There was plenty of topspin in the way my grandfather called me “a jack of all trades, master of none.” He disliked dilettantes. Education was important, but so were credentials. He was all for learning, but in a narrowly directed way, ideally as a means to a safe and sensible career.

I’m afraid I was a disappointment to him.

I’ve always wanted to be a specialist in something – a virtuoso, really, if you want to know the truth. I may have gotten close to that ideal with my writing, but I suppose if I’m a specialist in anything, it’s in learning new things.

My education has always been curiosity-driven and – let’s be honest, here – fueled by obsession. My studies took me to Harvard, Johns Hopkins, and Oxford Universities, among other august halls of learning. 
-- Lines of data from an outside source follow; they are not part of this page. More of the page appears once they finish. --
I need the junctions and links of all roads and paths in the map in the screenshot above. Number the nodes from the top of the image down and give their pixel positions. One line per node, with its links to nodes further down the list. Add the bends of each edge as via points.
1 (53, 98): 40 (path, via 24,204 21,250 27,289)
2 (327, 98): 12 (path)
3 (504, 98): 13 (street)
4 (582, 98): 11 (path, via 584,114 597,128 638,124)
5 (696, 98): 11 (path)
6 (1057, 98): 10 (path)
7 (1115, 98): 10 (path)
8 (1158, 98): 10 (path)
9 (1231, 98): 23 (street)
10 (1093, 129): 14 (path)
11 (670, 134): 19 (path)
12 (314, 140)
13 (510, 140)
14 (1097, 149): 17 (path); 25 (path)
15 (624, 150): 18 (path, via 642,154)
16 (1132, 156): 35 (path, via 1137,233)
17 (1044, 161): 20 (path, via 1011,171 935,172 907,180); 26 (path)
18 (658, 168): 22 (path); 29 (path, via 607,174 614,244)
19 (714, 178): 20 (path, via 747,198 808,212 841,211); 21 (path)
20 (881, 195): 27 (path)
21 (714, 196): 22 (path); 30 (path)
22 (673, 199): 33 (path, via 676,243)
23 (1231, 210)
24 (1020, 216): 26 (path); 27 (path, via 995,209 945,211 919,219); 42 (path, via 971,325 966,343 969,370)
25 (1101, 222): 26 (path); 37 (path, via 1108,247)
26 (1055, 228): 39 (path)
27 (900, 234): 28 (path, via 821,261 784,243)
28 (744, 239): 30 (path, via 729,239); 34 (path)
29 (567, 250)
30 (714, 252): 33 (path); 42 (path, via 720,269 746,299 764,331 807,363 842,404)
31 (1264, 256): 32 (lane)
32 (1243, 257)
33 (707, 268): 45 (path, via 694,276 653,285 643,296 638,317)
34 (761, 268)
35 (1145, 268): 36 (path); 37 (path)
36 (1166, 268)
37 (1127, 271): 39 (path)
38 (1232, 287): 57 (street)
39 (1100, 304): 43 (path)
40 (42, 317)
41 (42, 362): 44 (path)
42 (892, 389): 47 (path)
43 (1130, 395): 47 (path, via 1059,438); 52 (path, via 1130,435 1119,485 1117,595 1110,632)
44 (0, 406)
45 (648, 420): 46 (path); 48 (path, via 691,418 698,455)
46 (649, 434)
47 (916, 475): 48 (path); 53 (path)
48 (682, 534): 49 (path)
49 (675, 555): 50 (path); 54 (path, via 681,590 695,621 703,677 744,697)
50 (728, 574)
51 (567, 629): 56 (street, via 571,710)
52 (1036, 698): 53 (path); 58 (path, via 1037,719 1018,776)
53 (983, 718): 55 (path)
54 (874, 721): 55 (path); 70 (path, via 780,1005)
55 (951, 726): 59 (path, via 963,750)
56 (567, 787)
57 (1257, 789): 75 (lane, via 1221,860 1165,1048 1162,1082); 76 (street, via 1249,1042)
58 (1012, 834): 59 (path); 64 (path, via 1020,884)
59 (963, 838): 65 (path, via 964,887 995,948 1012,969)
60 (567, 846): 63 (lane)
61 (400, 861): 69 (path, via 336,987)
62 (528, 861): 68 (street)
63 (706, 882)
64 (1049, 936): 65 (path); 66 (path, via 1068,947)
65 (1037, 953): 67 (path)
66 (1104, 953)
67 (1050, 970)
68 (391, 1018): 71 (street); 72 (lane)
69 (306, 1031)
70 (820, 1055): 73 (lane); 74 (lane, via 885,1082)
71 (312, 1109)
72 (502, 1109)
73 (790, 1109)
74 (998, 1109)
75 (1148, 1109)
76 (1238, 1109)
First and foremost, I consider myself a writer. I’ve written novels, books for young readers, op-eds, and the odd scholarly piece or two. I invite you to check out the fruits of my many years at my writing desk at matthewolshan.com.

But writing has only ever satisfied half of my mind. Side by side with my writing life, there has been a building life. At times, I’ve made my living working with my hands. Mostly, though, I’ve used this particular restlessness to improve the homes I’ve made with my wife Shana and our Precious Bundle, Nina – who’s now old enough to be living and working on her own in London.
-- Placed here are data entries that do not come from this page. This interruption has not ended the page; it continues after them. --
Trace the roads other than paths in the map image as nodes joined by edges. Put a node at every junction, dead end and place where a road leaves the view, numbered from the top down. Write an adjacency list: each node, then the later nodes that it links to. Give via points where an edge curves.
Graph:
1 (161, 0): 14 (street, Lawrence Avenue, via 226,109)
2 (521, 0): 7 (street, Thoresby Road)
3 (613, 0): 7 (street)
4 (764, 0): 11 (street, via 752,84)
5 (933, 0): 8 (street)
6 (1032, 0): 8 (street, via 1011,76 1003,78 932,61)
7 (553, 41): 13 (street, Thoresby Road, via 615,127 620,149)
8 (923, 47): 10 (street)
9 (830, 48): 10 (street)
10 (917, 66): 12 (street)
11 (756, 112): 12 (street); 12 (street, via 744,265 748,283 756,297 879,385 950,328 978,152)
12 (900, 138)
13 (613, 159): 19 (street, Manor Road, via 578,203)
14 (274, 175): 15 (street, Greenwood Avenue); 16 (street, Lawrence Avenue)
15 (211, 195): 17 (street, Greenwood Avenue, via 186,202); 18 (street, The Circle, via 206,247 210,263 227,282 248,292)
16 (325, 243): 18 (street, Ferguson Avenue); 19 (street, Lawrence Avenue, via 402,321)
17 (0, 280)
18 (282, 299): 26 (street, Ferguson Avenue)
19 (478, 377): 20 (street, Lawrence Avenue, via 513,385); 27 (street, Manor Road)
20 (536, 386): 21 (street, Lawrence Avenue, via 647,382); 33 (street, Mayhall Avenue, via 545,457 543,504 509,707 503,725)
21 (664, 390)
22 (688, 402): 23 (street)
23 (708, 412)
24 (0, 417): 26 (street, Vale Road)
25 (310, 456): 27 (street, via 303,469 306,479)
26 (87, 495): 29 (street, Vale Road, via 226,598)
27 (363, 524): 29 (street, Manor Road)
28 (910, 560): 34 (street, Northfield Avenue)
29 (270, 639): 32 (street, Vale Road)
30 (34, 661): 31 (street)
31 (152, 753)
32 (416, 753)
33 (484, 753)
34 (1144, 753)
I grew up in Washington, D.C. I was a city boy all my life until about fifteen years ago, when we heard the siren song of country life and bought a beautiful little farm on Shermans Creek in southcentral Pennsylvania. Nina was too young at the time to pronounce the word “Pennsylvania.” She wound up calling the property “Pencil Creek,” and the name stuck. 
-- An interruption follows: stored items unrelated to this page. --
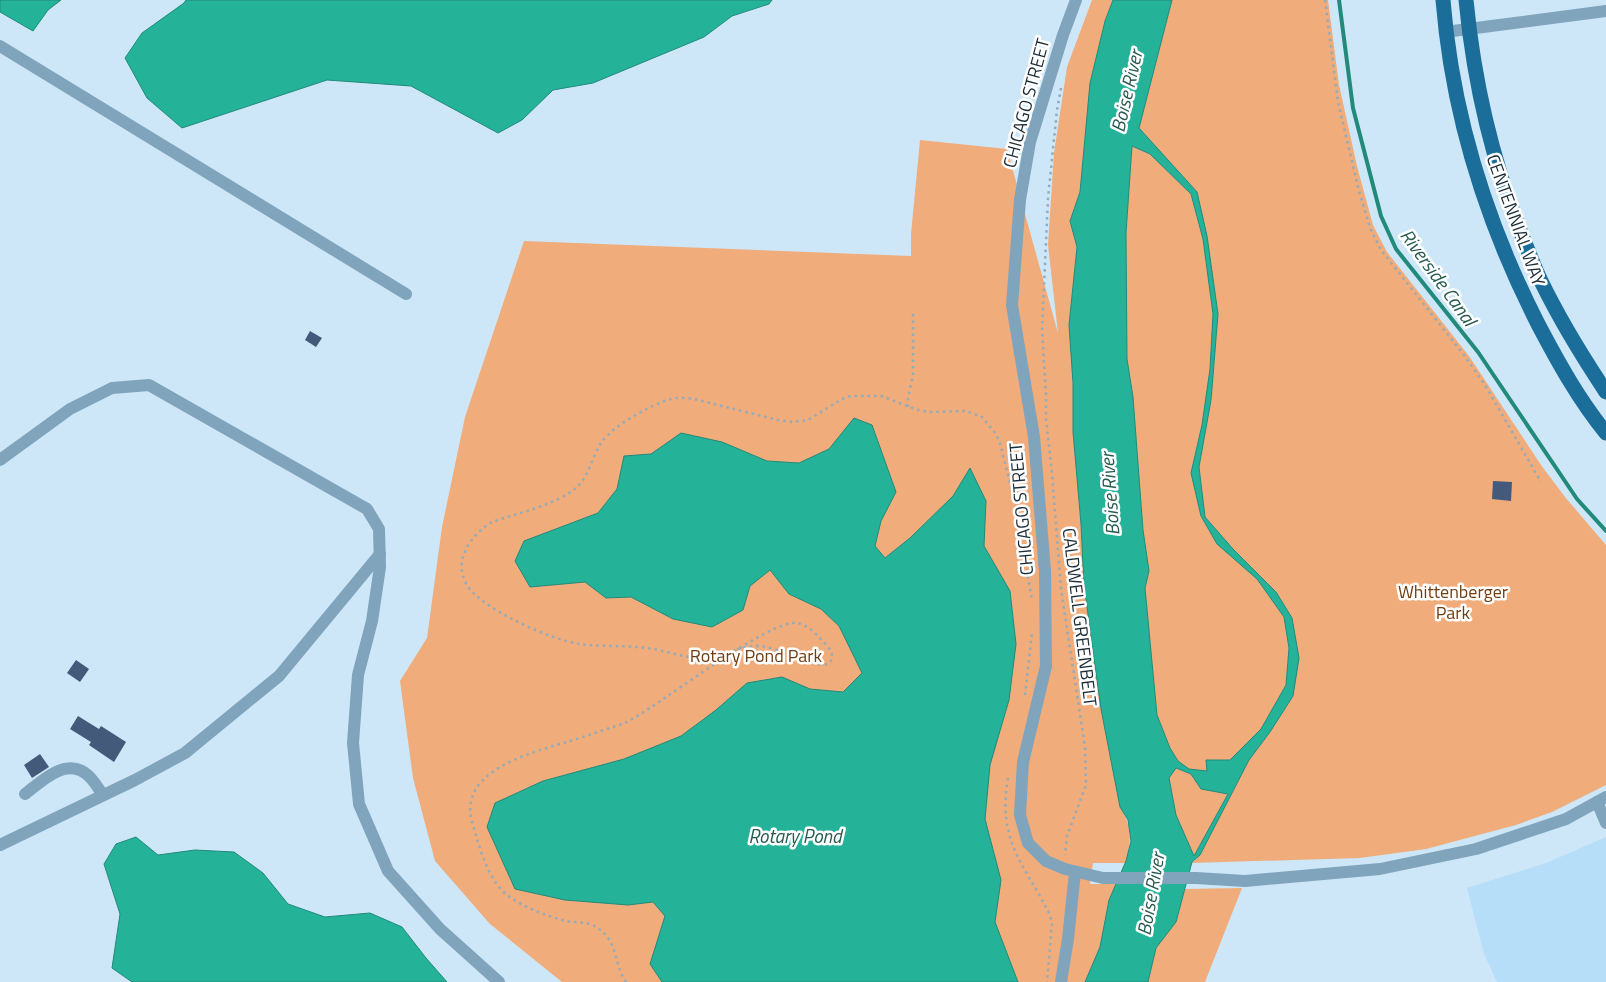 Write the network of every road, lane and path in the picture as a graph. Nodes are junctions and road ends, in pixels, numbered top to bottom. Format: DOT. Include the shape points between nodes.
graph roads {
  1 [pos="1076,0"];
  2 [pos="1325,0"];
  3 [pos="1442,0"];
  4 [pos="1466,0"];
  5 [pos="1606,11"];
  6 [pos="1469,30"];
  7 [pos="1445,32"];
  8 [pos="0,46"];
  9 [pos="1061,86"];
  10 [pos="406,294"];
  11 [pos="914,311"];
  12 [pos="1606,392"];
  13 [pos="908,407"];
  14 [pos="1606,433"];
  15 [pos="0,460"];
  16 [pos="1541,482"];
  17 [pos="380,554"];
  18 [pos="1032,601"];
  19 [pos="1032,631"];
  20 [pos="738,650"];
  21 [pos="1024,702"];
  22 [pos="1010,772"];
  23 [pos="25,794"];
  24 [pos="103,795"];
  25 [pos="1601,799"];
  26 [pos="1606,823"];
  27 [pos="0,845"];
  28 [pos="1070,871"];
  29 [pos="498,982"];
  30 [pos="626,982"];
  31 [pos="1046,982"];
  32 [pos="1061,982"];
  1 -- 28 [label="street, CHICAGO STREET" via="1030,142 1020,200 1012,305 1034,437 1045,571 1046,666 1023,762 1020,815 1028,843 1046,861"];
  2 -- 16 [label="path" via="1338,102 1370,228 1382,250 1485,385"];
  3 -- 7 [label="main road, CENTENNIAL WAY"];
  4 -- 6 [label="main road, CENTENNIAL WAY"];
  5 -- 6 [label="street"];
  6 -- 7 [label="street"];
  6 -- 12 [label="main road, CENTENNIAL WAY" via="1487,127 1508,203 1540,279 1576,346"];
  7 -- 14 [label="main road, CENTENNIAL WAY" via="1466,136 1489,210 1520,289 1554,355"];
  8 -- 10 [label="street"];
  9 -- 28 [label="path, CALDWELL GREENBELT" via="1048,198 1042,330 1046,419 1061,589 1085,747 1086,785 1064,851"];
  11 -- 13 [label="path" via="913,376"];
  13 -- 18 [label="path" via="929,412 966,411 982,417 996,434 1014,499"];
  13 -- 20 [label="path" via="881,396 851,396 808,420 793,422 694,399 672,398 617,426 608,434 583,479 570,492 492,522 476,534 463,555 464,580 475,594 509,617 560,639 646,648 697,658"];
  15 -- 17 [label="street" via="70,409 112,388 149,385 366,509 379,529"];
  17 -- 24 [label="street" via="279,676 185,753"];
  17 -- 29 [label="street" via="372,621 358,675 353,743 359,804 388,871 440,929"];
  19 -- 21 [label="path"];
  20 -- 20 [label="path" via="777,628 797,623 817,635 832,657 830,662 820,665 758,646"];
  20 -- 30 [label="path" via="625,723 506,764 480,784 470,802 484,860 508,896 526,907 599,928 612,943"];
  22 -- 31 [label="path" via="1006,791 1008,834 1052,924"];
  23 -- 24 [label="street" via="58,771 76,768 91,778"];
  24 -- 27 [label="street"];
  25 -- 26 [label="street"];
  25 -- 28 [label="street, CHICAGO STREET" via="1566,819 1476,849 1380,869 1244,881 1103,878"];
  28 -- 32 [label="street" via="1068,940"];
} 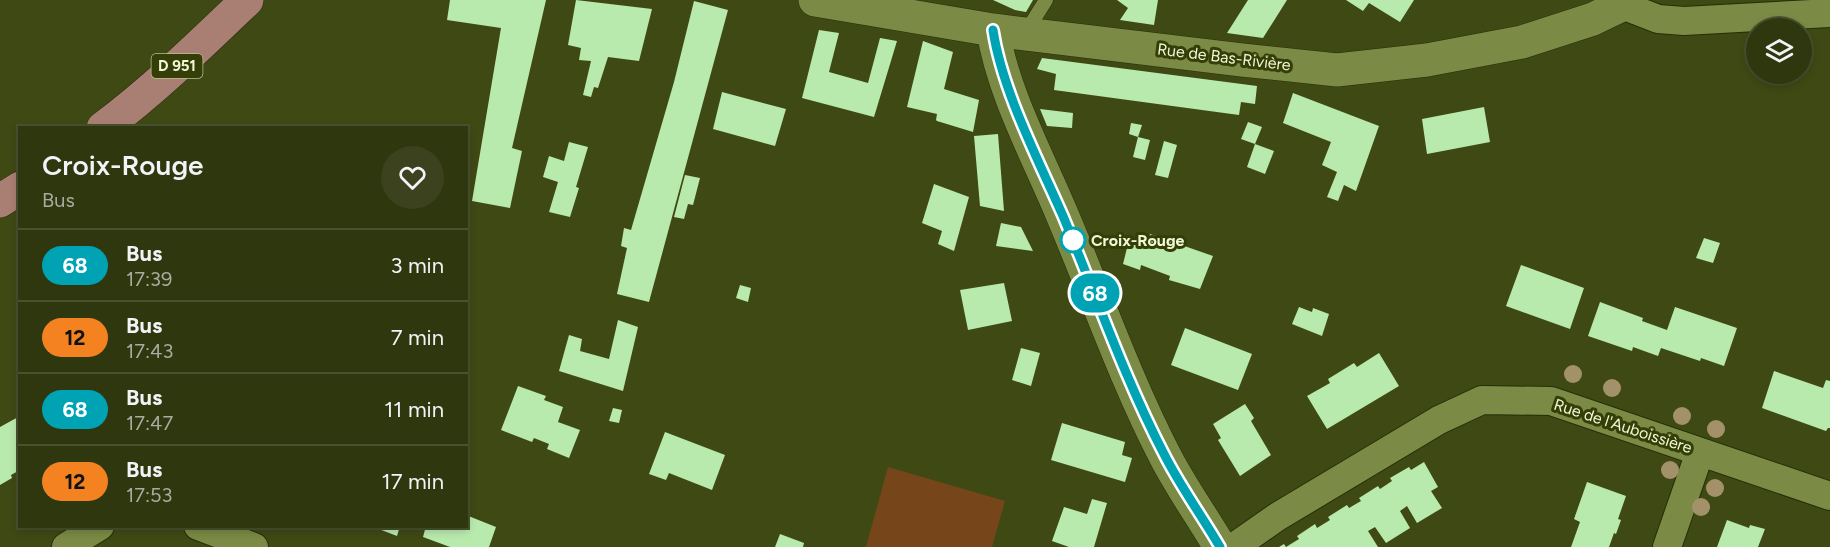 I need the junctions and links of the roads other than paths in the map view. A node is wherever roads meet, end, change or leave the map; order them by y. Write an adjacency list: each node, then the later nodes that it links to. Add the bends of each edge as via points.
1 (247, 0): 8 (main road, D 951)
2 (815, 0): 6 (street, Rue de Bas-Rivière)
3 (1046, 0): 7 (lane)
4 (1624, 2): 5 (street, via 1658,20); 7 (street, Rue de Bas-Rivière, via 1578,25 1522,42 1427,60 1337,70)
5 (1830, 13)
6 (993, 30): 7 (street, Rue de Bas-Rivière); 17 (street, via 1008,87 1129,380 1164,455)
7 (1026, 32)
8 (106, 126)
9 (18, 189): 10 (main road)
10 (0, 201)
11 (1700, 452): 12 (street, Rue de l'Auboissière); 18 (street, Rue de l'Auboissière, via 1551,401 1482,400 1419,432); 19 (street)
12 (1830, 496)
13 (97, 528): 15 (street)
14 (203, 528): 16 (street)
15 (66, 547)
16 (254, 547)
17 (1220, 547)
18 (1234, 547)
19 (1667, 547)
Over the years, we split our time between Baltimore, Maryland and Pencil Creek, building an ever more healthy and sustainable life, with an eye toward ultimately retiring here. COVID-times accelerated those plans. We’re now up at the Creek full-time, and mostly loving it. 

I look forward to sharing some of our crazy projects with you – including the ways things have sometimes gone wrong. Believe me: I make plenty of mistakes. Mistakes are fruitful. They’re precious. I’m a big proponent of doing your research, then jumping right in. There’s nothing like improvisation. In my experience, it’s almost always the best way to learn.